View an interactive timeline about Enoh Meyomesse's case.
Meyomesse is a recipient of the 2012 Oxfam Novib/PEN Award in recognition of his continued work in the face of persecution.
On December 14, 2012, after 13 months in prison, Enoh Meyomesse and three others charged in the case were found guilty of the theft and illegal sale of gold. On December 27, he was sentenced to seven years in prison and fined 200,000 CFA (£247), as requested by the state prosecutor. No witnesses or evidence were presented during the trial, and he was not allowed to testify in his own defense. According to Meyomesse, he was sentenced “without any proof of wrong-doing on my part, without any witnesses, without any complainants, and more than that, after having been tortured during 30 days by an officer of the military.”
Meyomesse’s lawyers are in the process of launching an appeal.
Because of his time spent in darkness in the first month of his confinement, Enoh Meyomesse is dealing with a debilitating eye condition that could leave him blind. He is currently being held in the overcrowded Kondengui Central Prison in Yaoundé, the Cameroonian capital, where conditions are generally deplorable and inmates receive only one meal a day.
In October 2011, Enoh Meyomesse unsuccessfully ran for president of Cameroon under the banner of the opposition party the United National Front, a challenge to President Paul Biya’s 30-year rule. A month later, while Meyomesse was in Singapore on November 18, gendarmes broke into the writer’s home without a warrant and confiscated documents, CDs, flash drives, photographs, and other personal property. Upon his return on November 22, 2011, he was arrested at Nsimalen International Airport in Yaoundé. He was charged with attempting to organize a coup, possessing a firearm, and aggravated theft. Meyomesse denied all charges and maintained that he had been arrested because of views expressed in his writings and for his political activism. He faced a 50-year prison sentence if found guilty. The day after his arrest, Meyomesse was sent to a prison in Bertoua, the capital of Eastern Region, where he was held in solitary confinement—and complete darkness—for 30 days. During this time, the writer was denied access to a lawyer, and faced ill-treatment in detention. On December 22, 2011, he was transferred to the overcrowded Kondengui Central Prison in Yaoundé.

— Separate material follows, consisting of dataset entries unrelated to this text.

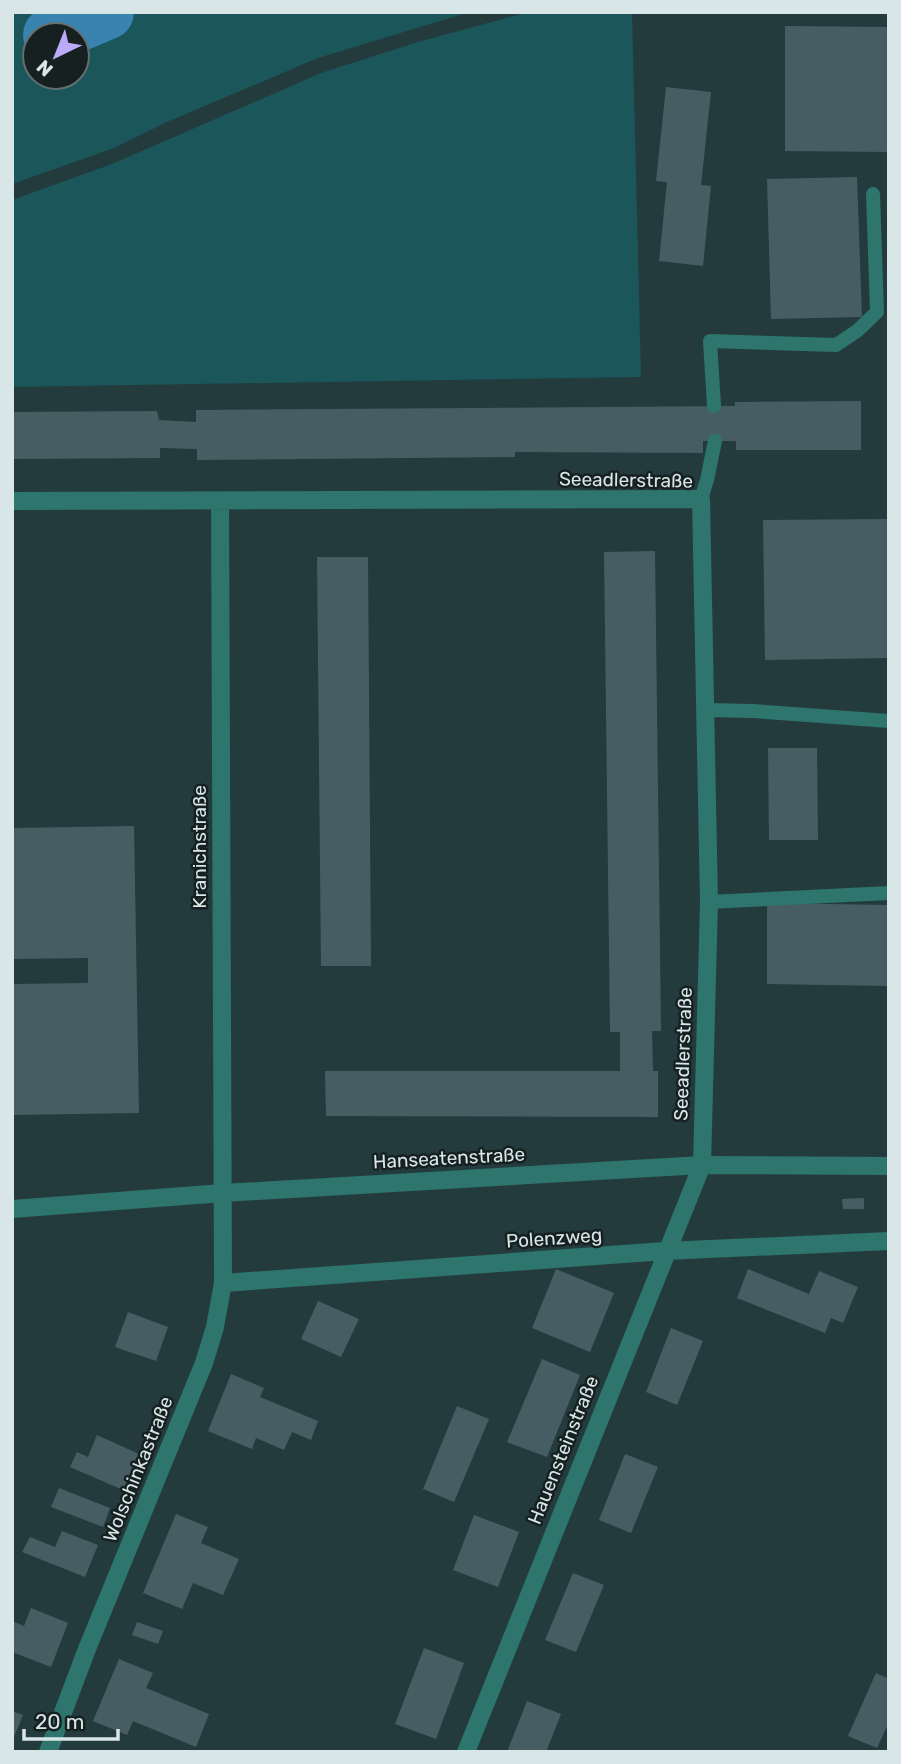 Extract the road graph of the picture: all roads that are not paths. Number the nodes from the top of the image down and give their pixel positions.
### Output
1 (873, 194) dead end
2 (713, 406) dead end
3 (715, 441) dead end
4 (701, 499) junction
5 (12, 501) edge
6 (220, 501) junction
7 (705, 710) junction
8 (889, 721) edge
9 (889, 893) edge
10 (709, 902) junction
11 (702, 1165) junction
12 (889, 1166) edge
13 (223, 1192) junction
14 (12, 1209) edge
15 (889, 1241) edge
16 (665, 1251) junction
17 (223, 1283) junction
18 (48, 1752) edge
19 (466, 1752) edge

1 - 2 lane
3 - 4 lane
4 - 6 street, Seeadlerstraße
4 - 7 street, Seeadlerstraße
5 - 6 street, Seeadlerstraße
6 - 13 street, Kranichstraße
7 - 8 lane
7 - 10 street, Seeadlerstraße
9 - 10 lane
10 - 11 street, Seeadlerstraße
11 - 12 street, Hanseatenstraße
11 - 13 street, Hanseatenstraße
11 - 16 street, Hauensteinstraße
13 - 14 street, Hanseatenstraße
13 - 17 street, Wolschinkastraße
15 - 16 street, Polenzweg
16 - 17 street, Polenzweg
16 - 19 street, Hauensteinstraße
17 - 18 street, Wolschinkastraße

Beginning in late January 2012, after a military court ordered Meyomesse detained for six months while authorities conducted an investigation, the charges slowly began to crumble, and by June 2012, they were all dropped.
Despite this, however, in July 2012 a judge ordered a six-month extension of Meyomesse’s detention so that the prosecutor could ostensibly search for evidence against the writer. Meyomesse was subsequently charged with being an accomplice to the theft and illegal trafficking of 78 grams of gold, despite a lack of witnesses and evidence.
Cameroon has a poor record on human rights in general and on freedom of expression in particular. Opposition parties and numerous Western governments have alleged voting irregularities and widespread fraud in each of the four presidential elections since President Biya reluctantly introduced multi-party politics in the early 1990s.